■ **Required action**
Type the entries out again exactly as they read, but leave every picture behind.

[Stored items]
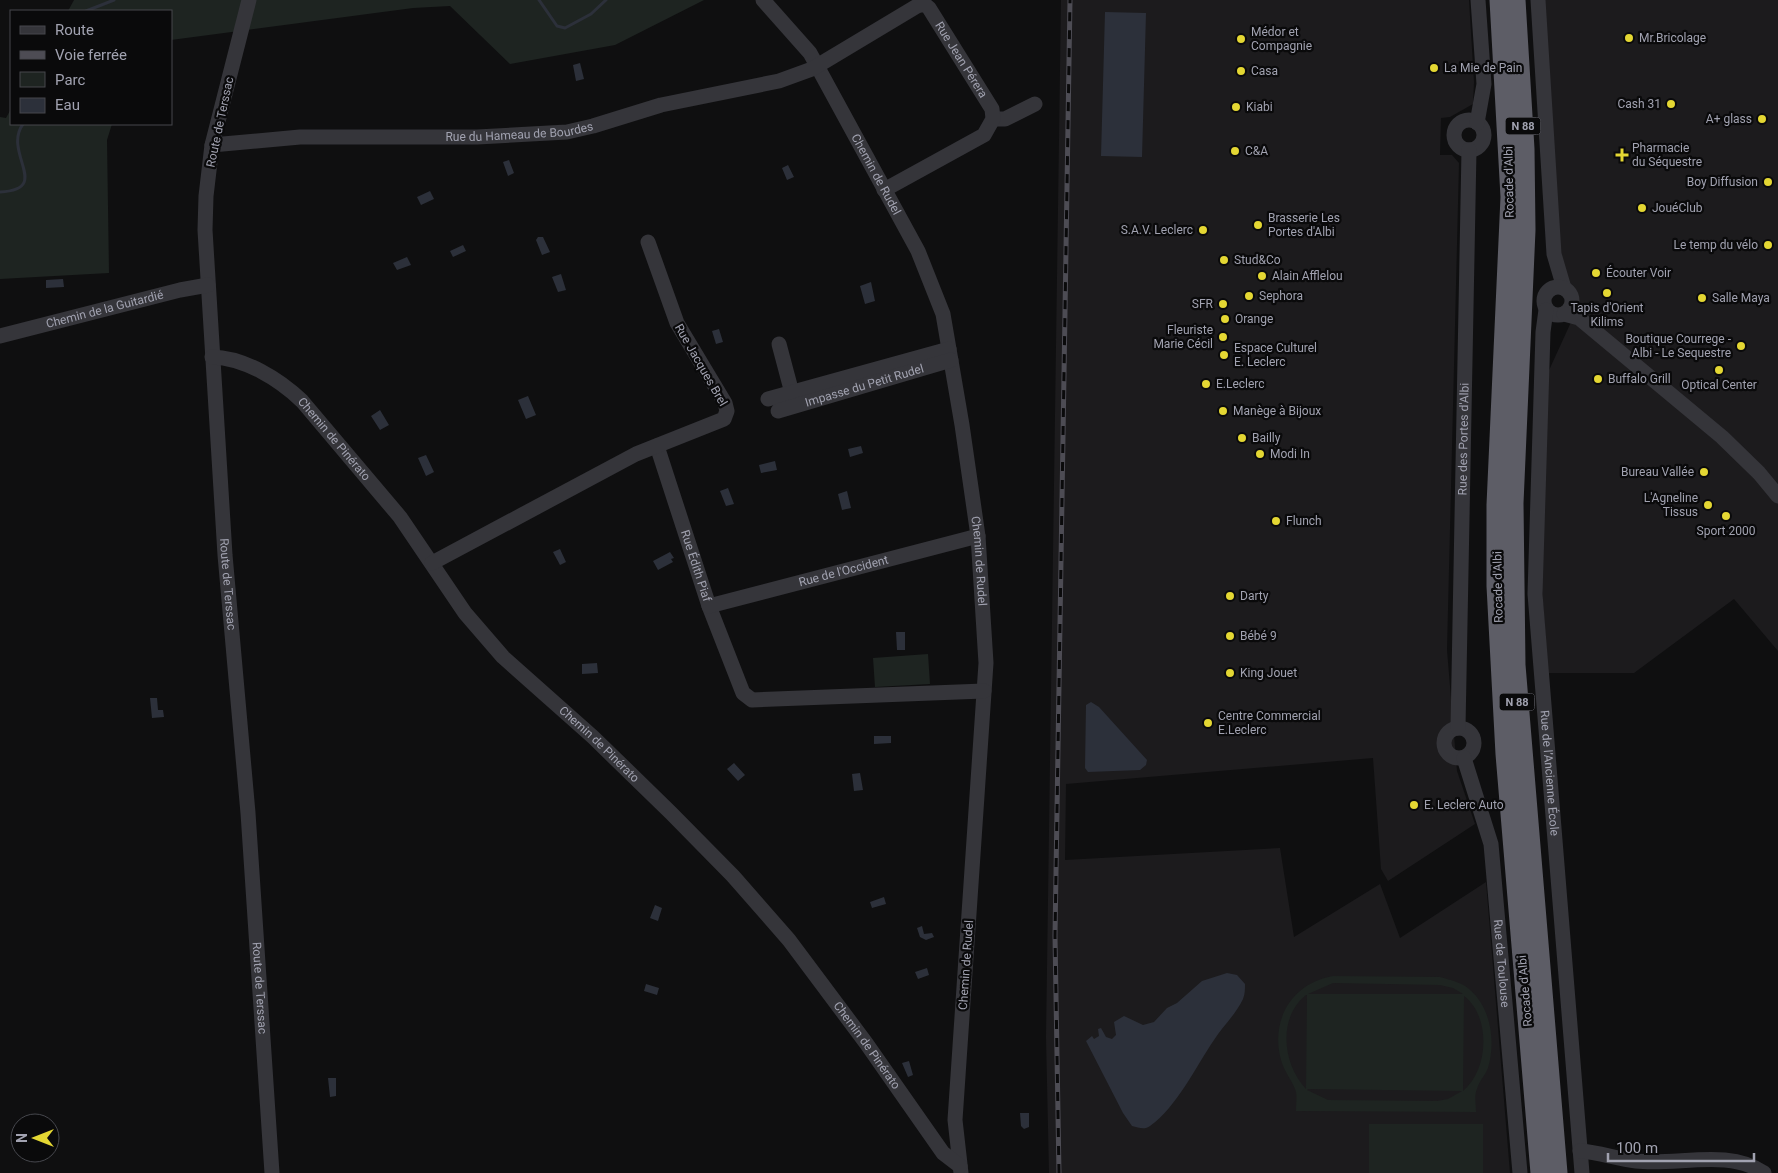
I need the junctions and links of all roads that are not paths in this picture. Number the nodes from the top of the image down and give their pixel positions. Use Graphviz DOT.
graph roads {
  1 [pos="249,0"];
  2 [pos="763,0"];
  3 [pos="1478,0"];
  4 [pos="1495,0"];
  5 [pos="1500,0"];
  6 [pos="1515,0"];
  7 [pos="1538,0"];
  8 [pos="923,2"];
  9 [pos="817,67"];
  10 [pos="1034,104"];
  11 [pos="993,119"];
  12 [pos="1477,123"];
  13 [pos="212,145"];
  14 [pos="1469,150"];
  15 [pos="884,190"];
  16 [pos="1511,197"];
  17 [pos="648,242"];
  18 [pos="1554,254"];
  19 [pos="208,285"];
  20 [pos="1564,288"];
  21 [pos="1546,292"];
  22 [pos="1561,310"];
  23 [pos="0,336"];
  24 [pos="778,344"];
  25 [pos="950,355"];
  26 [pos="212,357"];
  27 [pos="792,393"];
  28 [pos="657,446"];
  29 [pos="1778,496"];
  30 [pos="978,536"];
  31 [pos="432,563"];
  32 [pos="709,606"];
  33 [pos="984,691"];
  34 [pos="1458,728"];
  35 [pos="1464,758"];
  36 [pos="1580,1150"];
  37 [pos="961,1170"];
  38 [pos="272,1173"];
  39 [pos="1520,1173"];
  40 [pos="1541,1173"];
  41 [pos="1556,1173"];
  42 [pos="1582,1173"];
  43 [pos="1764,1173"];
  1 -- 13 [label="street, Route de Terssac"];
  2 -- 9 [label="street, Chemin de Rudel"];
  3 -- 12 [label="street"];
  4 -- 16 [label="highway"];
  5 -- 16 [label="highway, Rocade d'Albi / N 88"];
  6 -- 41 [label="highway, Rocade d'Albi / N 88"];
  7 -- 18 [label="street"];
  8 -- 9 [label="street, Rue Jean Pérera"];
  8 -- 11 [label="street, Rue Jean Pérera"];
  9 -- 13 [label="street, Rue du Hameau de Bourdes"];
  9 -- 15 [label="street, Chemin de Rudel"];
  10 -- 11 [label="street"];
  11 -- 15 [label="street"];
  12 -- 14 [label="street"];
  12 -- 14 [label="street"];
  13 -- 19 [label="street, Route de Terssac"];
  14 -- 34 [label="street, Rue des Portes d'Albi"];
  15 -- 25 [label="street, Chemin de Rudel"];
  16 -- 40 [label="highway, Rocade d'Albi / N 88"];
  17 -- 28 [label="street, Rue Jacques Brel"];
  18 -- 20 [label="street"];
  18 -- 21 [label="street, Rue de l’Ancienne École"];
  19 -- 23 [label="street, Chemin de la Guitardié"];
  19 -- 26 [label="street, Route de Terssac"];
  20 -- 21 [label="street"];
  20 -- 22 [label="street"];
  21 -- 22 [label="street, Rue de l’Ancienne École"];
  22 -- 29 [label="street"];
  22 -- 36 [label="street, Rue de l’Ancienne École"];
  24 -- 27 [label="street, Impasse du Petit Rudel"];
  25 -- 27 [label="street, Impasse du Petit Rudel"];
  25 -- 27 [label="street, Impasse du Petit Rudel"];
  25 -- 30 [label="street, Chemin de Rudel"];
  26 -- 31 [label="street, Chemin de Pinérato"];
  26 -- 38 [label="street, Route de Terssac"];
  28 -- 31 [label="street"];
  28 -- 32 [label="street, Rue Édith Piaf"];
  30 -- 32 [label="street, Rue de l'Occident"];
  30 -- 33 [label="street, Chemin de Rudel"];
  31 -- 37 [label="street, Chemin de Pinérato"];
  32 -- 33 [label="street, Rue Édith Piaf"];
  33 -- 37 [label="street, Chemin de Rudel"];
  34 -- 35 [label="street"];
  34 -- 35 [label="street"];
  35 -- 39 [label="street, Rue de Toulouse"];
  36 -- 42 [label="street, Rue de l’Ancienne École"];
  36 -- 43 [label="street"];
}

■ **Answer**
I need the junctions and links of all roads that are not paths in this picture. Number the nodes from the top of the image down and give their pixel positions. Use Graphviz DOT.
graph roads {
  1 [pos="249,0"];
  2 [pos="763,0"];
  3 [pos="1478,0"];
  4 [pos="1495,0"];
  5 [pos="1500,0"];
  6 [pos="1515,0"];
  7 [pos="1538,0"];
  8 [pos="923,2"];
  9 [pos="817,67"];
  10 [pos="1034,104"];
  11 [pos="993,119"];
  12 [pos="1477,123"];
  13 [pos="212,145"];
  14 [pos="1469,150"];
  15 [pos="884,190"];
  16 [pos="1511,197"];
  17 [pos="648,242"];
  18 [pos="1554,254"];
  19 [pos="208,285"];
  20 [pos="1564,288"];
  21 [pos="1546,292"];
  22 [pos="1561,310"];
  23 [pos="0,336"];
  24 [pos="778,344"];
  25 [pos="950,355"];
  26 [pos="212,357"];
  27 [pos="792,393"];
  28 [pos="657,446"];
  29 [pos="1778,496"];
  30 [pos="978,536"];
  31 [pos="432,563"];
  32 [pos="709,606"];
  33 [pos="984,691"];
  34 [pos="1458,728"];
  35 [pos="1464,758"];
  36 [pos="1580,1150"];
  37 [pos="961,1170"];
  38 [pos="272,1173"];
  39 [pos="1520,1173"];
  40 [pos="1541,1173"];
  41 [pos="1556,1173"];
  42 [pos="1582,1173"];
  43 [pos="1764,1173"];
  1 -- 13 [label="street, Route de Terssac"];
  2 -- 9 [label="street, Chemin de Rudel"];
  3 -- 12 [label="street"];
  4 -- 16 [label="highway"];
  5 -- 16 [label="highway, Rocade d'Albi / N 88"];
  6 -- 41 [label="highway, Rocade d'Albi / N 88"];
  7 -- 18 [label="street"];
  8 -- 9 [label="street, Rue Jean Pérera"];
  8 -- 11 [label="street, Rue Jean Pérera"];
  9 -- 13 [label="street, Rue du Hameau de Bourdes"];
  9 -- 15 [label="street, Chemin de Rudel"];
  10 -- 11 [label="street"];
  11 -- 15 [label="street"];
  12 -- 14 [label="street"];
  12 -- 14 [label="street"];
  13 -- 19 [label="street, Route de Terssac"];
  14 -- 34 [label="street, Rue des Portes d'Albi"];
  15 -- 25 [label="street, Chemin de Rudel"];
  16 -- 40 [label="highway, Rocade d'Albi / N 88"];
  17 -- 28 [label="street, Rue Jacques Brel"];
  18 -- 20 [label="street"];
  18 -- 21 [label="street, Rue de l’Ancienne École"];
  19 -- 23 [label="street, Chemin de la Guitardié"];
  19 -- 26 [label="street, Route de Terssac"];
  20 -- 21 [label="street"];
  20 -- 22 [label="street"];
  21 -- 22 [label="street, Rue de l’Ancienne École"];
  22 -- 29 [label="street"];
  22 -- 36 [label="street, Rue de l’Ancienne École"];
  24 -- 27 [label="street, Impasse du Petit Rudel"];
  25 -- 27 [label="street, Impasse du Petit Rudel"];
  25 -- 27 [label="street, Impasse du Petit Rudel"];
  25 -- 30 [label="street, Chemin de Rudel"];
  26 -- 31 [label="street, Chemin de Pinérato"];
  26 -- 38 [label="street, Route de Terssac"];
  28 -- 31 [label="street"];
  28 -- 32 [label="street, Rue Édith Piaf"];
  30 -- 32 [label="street, Rue de l'Occident"];
  30 -- 33 [label="street, Chemin de Rudel"];
  31 -- 37 [label="street, Chemin de Pinérato"];
  32 -- 33 [label="street, Rue Édith Piaf"];
  33 -- 37 [label="street, Chemin de Rudel"];
  34 -- 35 [label="street"];
  34 -- 35 [label="street"];
  35 -- 39 [label="street, Rue de Toulouse"];
  36 -- 42 [label="street, Rue de l’Ancienne École"];
  36 -- 43 [label="street"];
}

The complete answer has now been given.